*Task item*
What you return should be the lines of the data containing "Court", each in full.

(Records from a collection)

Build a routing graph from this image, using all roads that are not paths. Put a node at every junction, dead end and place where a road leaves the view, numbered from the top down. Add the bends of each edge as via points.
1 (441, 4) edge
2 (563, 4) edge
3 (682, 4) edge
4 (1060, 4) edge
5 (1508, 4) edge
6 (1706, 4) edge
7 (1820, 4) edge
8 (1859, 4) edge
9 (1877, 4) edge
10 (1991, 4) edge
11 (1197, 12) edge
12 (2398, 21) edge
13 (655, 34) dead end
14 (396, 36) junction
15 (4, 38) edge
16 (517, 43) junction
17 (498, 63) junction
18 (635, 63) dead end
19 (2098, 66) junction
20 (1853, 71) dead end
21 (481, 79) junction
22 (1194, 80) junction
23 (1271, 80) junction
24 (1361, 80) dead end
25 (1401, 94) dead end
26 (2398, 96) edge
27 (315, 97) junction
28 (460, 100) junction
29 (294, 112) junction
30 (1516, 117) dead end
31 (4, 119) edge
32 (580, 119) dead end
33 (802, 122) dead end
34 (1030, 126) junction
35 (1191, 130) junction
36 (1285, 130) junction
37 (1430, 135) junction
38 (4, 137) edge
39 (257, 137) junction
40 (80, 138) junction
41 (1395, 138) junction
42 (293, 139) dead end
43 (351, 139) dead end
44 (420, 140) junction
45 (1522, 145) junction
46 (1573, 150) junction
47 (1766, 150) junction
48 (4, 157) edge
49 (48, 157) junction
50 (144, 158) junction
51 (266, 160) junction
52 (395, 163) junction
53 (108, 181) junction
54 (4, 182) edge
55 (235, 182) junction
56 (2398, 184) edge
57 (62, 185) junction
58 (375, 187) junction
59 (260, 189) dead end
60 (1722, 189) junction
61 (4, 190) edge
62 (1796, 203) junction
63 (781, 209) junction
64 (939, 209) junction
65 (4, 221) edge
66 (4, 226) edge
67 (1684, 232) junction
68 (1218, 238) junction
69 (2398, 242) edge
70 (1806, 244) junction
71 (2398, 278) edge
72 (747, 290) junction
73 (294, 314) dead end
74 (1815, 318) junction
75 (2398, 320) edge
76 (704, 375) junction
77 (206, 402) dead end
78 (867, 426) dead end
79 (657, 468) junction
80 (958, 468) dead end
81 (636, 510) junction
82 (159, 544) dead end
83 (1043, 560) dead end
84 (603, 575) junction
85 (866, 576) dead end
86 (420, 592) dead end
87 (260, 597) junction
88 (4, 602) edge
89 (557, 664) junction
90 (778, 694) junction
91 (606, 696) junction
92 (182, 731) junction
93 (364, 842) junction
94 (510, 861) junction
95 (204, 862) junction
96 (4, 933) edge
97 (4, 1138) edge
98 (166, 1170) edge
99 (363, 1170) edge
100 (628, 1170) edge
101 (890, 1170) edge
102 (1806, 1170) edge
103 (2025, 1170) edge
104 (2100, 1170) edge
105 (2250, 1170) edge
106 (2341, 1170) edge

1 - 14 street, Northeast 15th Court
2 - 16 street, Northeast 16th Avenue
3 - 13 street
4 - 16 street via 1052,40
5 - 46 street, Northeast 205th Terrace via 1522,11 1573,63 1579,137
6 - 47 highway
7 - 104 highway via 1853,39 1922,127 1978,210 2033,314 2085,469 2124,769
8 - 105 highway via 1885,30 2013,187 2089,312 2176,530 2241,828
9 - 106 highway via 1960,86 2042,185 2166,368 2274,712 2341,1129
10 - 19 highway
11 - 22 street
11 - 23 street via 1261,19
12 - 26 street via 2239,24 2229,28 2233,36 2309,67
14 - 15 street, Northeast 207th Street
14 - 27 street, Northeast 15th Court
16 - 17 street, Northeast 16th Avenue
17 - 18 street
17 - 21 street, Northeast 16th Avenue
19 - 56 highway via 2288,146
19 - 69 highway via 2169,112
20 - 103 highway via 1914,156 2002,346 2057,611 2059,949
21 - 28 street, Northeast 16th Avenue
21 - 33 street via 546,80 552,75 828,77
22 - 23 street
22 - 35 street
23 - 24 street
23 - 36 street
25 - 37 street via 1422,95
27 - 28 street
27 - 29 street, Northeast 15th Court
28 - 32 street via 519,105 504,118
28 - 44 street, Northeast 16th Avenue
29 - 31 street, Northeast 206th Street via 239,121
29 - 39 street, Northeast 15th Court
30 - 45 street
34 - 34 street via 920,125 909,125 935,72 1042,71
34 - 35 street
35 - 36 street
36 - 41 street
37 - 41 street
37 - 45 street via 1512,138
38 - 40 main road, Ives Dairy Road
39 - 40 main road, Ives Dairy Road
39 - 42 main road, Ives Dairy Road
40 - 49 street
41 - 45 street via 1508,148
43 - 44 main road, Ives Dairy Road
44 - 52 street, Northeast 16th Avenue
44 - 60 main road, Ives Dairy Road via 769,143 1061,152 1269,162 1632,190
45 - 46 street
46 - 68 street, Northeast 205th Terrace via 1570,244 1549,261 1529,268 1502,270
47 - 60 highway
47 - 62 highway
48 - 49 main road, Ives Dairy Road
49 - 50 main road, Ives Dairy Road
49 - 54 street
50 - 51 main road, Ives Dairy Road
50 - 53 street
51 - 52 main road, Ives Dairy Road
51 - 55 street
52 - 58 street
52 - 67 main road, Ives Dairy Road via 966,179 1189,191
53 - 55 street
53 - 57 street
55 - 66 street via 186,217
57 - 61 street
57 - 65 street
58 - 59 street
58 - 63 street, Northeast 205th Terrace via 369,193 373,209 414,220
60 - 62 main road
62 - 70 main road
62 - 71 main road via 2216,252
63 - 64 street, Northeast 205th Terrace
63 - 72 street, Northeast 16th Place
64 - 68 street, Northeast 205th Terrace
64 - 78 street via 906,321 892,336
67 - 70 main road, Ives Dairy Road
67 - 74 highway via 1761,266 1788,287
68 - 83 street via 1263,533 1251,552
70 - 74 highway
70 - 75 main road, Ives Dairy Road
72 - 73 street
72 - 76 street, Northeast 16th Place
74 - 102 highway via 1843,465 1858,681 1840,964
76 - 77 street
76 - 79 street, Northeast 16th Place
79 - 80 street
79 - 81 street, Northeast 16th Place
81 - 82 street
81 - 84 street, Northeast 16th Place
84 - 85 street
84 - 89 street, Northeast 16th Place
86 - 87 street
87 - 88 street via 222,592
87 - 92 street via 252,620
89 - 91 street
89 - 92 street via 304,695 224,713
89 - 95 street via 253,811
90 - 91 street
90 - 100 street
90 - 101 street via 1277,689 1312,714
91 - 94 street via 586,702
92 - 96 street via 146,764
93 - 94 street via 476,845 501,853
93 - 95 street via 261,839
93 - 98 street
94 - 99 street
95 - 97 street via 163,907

*Reply to the task*
1 - 14 street, Northeast 15th Court
14 - 27 street, Northeast 15th Court
27 - 29 street, Northeast 15th Court
29 - 39 street, Northeast 15th Court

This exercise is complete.